## Work required
Return all of the material exactly; no line may be dropped.

## Given records
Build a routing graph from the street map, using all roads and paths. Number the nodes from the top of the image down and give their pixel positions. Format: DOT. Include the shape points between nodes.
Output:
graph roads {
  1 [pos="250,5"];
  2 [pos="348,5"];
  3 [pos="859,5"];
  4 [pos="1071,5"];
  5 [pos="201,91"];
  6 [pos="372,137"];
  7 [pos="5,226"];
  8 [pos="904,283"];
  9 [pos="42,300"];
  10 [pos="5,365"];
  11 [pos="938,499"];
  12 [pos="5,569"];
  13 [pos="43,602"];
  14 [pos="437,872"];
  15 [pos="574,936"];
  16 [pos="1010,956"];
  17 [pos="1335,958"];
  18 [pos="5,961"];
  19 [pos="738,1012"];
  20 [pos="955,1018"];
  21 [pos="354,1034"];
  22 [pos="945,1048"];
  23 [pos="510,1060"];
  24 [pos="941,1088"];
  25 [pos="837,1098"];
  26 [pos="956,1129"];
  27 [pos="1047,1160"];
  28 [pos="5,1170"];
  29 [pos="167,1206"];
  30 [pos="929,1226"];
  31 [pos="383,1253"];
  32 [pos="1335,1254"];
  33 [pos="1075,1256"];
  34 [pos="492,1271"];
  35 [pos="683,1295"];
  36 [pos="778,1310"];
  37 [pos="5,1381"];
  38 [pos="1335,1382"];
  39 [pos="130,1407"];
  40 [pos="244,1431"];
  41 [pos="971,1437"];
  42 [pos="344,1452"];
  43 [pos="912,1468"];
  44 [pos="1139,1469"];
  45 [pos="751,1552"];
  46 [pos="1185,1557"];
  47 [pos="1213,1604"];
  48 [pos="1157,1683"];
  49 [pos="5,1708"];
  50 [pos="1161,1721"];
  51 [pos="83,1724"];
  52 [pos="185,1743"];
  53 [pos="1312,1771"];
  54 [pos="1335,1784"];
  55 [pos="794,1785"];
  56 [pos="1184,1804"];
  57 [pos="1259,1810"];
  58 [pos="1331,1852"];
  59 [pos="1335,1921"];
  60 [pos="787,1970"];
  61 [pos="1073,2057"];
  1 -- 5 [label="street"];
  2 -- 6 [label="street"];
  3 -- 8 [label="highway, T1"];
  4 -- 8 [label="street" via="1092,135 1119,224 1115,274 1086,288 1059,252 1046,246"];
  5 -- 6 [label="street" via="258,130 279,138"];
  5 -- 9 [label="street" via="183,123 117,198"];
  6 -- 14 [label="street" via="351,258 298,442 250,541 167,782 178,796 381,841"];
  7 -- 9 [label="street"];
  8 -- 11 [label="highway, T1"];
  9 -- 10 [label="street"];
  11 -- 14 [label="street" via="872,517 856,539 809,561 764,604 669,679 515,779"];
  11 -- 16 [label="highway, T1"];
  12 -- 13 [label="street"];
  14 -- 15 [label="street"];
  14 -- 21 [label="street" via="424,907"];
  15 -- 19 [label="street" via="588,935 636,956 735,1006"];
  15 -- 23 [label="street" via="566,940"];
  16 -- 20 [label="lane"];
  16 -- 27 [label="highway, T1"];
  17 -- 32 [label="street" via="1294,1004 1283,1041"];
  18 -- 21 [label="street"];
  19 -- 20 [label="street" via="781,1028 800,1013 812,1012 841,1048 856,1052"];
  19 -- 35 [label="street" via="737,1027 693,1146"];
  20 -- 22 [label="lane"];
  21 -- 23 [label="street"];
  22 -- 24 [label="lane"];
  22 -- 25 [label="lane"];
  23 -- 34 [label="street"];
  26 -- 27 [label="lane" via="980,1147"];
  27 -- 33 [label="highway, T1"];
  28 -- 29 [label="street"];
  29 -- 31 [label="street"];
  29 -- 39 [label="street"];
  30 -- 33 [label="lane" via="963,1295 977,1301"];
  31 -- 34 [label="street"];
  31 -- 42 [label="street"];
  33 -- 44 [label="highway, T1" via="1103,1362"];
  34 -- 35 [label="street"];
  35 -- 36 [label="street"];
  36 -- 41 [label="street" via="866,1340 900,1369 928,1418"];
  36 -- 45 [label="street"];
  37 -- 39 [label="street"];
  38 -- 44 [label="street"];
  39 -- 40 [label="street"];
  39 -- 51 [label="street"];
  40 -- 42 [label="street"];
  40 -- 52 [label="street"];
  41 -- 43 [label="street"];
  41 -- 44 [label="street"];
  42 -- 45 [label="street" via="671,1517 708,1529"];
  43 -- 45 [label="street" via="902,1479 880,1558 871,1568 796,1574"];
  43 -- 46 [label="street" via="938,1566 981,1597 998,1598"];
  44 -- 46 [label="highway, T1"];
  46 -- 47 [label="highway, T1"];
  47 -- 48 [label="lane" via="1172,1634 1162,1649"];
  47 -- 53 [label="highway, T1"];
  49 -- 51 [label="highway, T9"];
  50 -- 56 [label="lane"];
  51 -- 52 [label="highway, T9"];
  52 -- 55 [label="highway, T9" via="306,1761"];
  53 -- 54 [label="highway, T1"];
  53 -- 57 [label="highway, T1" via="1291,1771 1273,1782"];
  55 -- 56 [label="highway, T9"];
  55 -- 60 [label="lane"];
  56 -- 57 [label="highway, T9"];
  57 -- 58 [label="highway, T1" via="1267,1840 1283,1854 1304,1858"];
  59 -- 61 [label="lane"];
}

## Answer below
Build a routing graph from the street map, using all roads and paths. Number the nodes from the top of the image down and give their pixel positions. Format: DOT. Include the shape points between nodes.
Output:
graph roads {
  1 [pos="250,5"];
  2 [pos="348,5"];
  3 [pos="859,5"];
  4 [pos="1071,5"];
  5 [pos="201,91"];
  6 [pos="372,137"];
  7 [pos="5,226"];
  8 [pos="904,283"];
  9 [pos="42,300"];
  10 [pos="5,365"];
  11 [pos="938,499"];
  12 [pos="5,569"];
  13 [pos="43,602"];
  14 [pos="437,872"];
  15 [pos="574,936"];
  16 [pos="1010,956"];
  17 [pos="1335,958"];
  18 [pos="5,961"];
  19 [pos="738,1012"];
  20 [pos="955,1018"];
  21 [pos="354,1034"];
  22 [pos="945,1048"];
  23 [pos="510,1060"];
  24 [pos="941,1088"];
  25 [pos="837,1098"];
  26 [pos="956,1129"];
  27 [pos="1047,1160"];
  28 [pos="5,1170"];
  29 [pos="167,1206"];
  30 [pos="929,1226"];
  31 [pos="383,1253"];
  32 [pos="1335,1254"];
  33 [pos="1075,1256"];
  34 [pos="492,1271"];
  35 [pos="683,1295"];
  36 [pos="778,1310"];
  37 [pos="5,1381"];
  38 [pos="1335,1382"];
  39 [pos="130,1407"];
  40 [pos="244,1431"];
  41 [pos="971,1437"];
  42 [pos="344,1452"];
  43 [pos="912,1468"];
  44 [pos="1139,1469"];
  45 [pos="751,1552"];
  46 [pos="1185,1557"];
  47 [pos="1213,1604"];
  48 [pos="1157,1683"];
  49 [pos="5,1708"];
  50 [pos="1161,1721"];
  51 [pos="83,1724"];
  52 [pos="185,1743"];
  53 [pos="1312,1771"];
  54 [pos="1335,1784"];
  55 [pos="794,1785"];
  56 [pos="1184,1804"];
  57 [pos="1259,1810"];
  58 [pos="1331,1852"];
  59 [pos="1335,1921"];
  60 [pos="787,1970"];
  61 [pos="1073,2057"];
  1 -- 5 [label="street"];
  2 -- 6 [label="street"];
  3 -- 8 [label="highway, T1"];
  4 -- 8 [label="street" via="1092,135 1119,224 1115,274 1086,288 1059,252 1046,246"];
  5 -- 6 [label="street" via="258,130 279,138"];
  5 -- 9 [label="street" via="183,123 117,198"];
  6 -- 14 [label="street" via="351,258 298,442 250,541 167,782 178,796 381,841"];
  7 -- 9 [label="street"];
  8 -- 11 [label="highway, T1"];
  9 -- 10 [label="street"];
  11 -- 14 [label="street" via="872,517 856,539 809,561 764,604 669,679 515,779"];
  11 -- 16 [label="highway, T1"];
  12 -- 13 [label="street"];
  14 -- 15 [label="street"];
  14 -- 21 [label="street" via="424,907"];
  15 -- 19 [label="street" via="588,935 636,956 735,1006"];
  15 -- 23 [label="street" via="566,940"];
  16 -- 20 [label="lane"];
  16 -- 27 [label="highway, T1"];
  17 -- 32 [label="street" via="1294,1004 1283,1041"];
  18 -- 21 [label="street"];
  19 -- 20 [label="street" via="781,1028 800,1013 812,1012 841,1048 856,1052"];
  19 -- 35 [label="street" via="737,1027 693,1146"];
  20 -- 22 [label="lane"];
  21 -- 23 [label="street"];
  22 -- 24 [label="lane"];
  22 -- 25 [label="lane"];
  23 -- 34 [label="street"];
  26 -- 27 [label="lane" via="980,1147"];
  27 -- 33 [label="highway, T1"];
  28 -- 29 [label="street"];
  29 -- 31 [label="street"];
  29 -- 39 [label="street"];
  30 -- 33 [label="lane" via="963,1295 977,1301"];
  31 -- 34 [label="street"];
  31 -- 42 [label="street"];
  33 -- 44 [label="highway, T1" via="1103,1362"];
  34 -- 35 [label="street"];
  35 -- 36 [label="street"];
  36 -- 41 [label="street" via="866,1340 900,1369 928,1418"];
  36 -- 45 [label="street"];
  37 -- 39 [label="street"];
  38 -- 44 [label="street"];
  39 -- 40 [label="street"];
  39 -- 51 [label="street"];
  40 -- 42 [label="street"];
  40 -- 52 [label="street"];
  41 -- 43 [label="street"];
  41 -- 44 [label="street"];
  42 -- 45 [label="street" via="671,1517 708,1529"];
  43 -- 45 [label="street" via="902,1479 880,1558 871,1568 796,1574"];
  43 -- 46 [label="street" via="938,1566 981,1597 998,1598"];
  44 -- 46 [label="highway, T1"];
  46 -- 47 [label="highway, T1"];
  47 -- 48 [label="lane" via="1172,1634 1162,1649"];
  47 -- 53 [label="highway, T1"];
  49 -- 51 [label="highway, T9"];
  50 -- 56 [label="lane"];
  51 -- 52 [label="highway, T9"];
  52 -- 55 [label="highway, T9" via="306,1761"];
  53 -- 54 [label="highway, T1"];
  53 -- 57 [label="highway, T1" via="1291,1771 1273,1782"];
  55 -- 56 [label="highway, T9"];
  55 -- 60 [label="lane"];
  56 -- 57 [label="highway, T9"];
  57 -- 58 [label="highway, T1" via="1267,1840 1283,1854 1304,1858"];
  59 -- 61 [label="lane"];
}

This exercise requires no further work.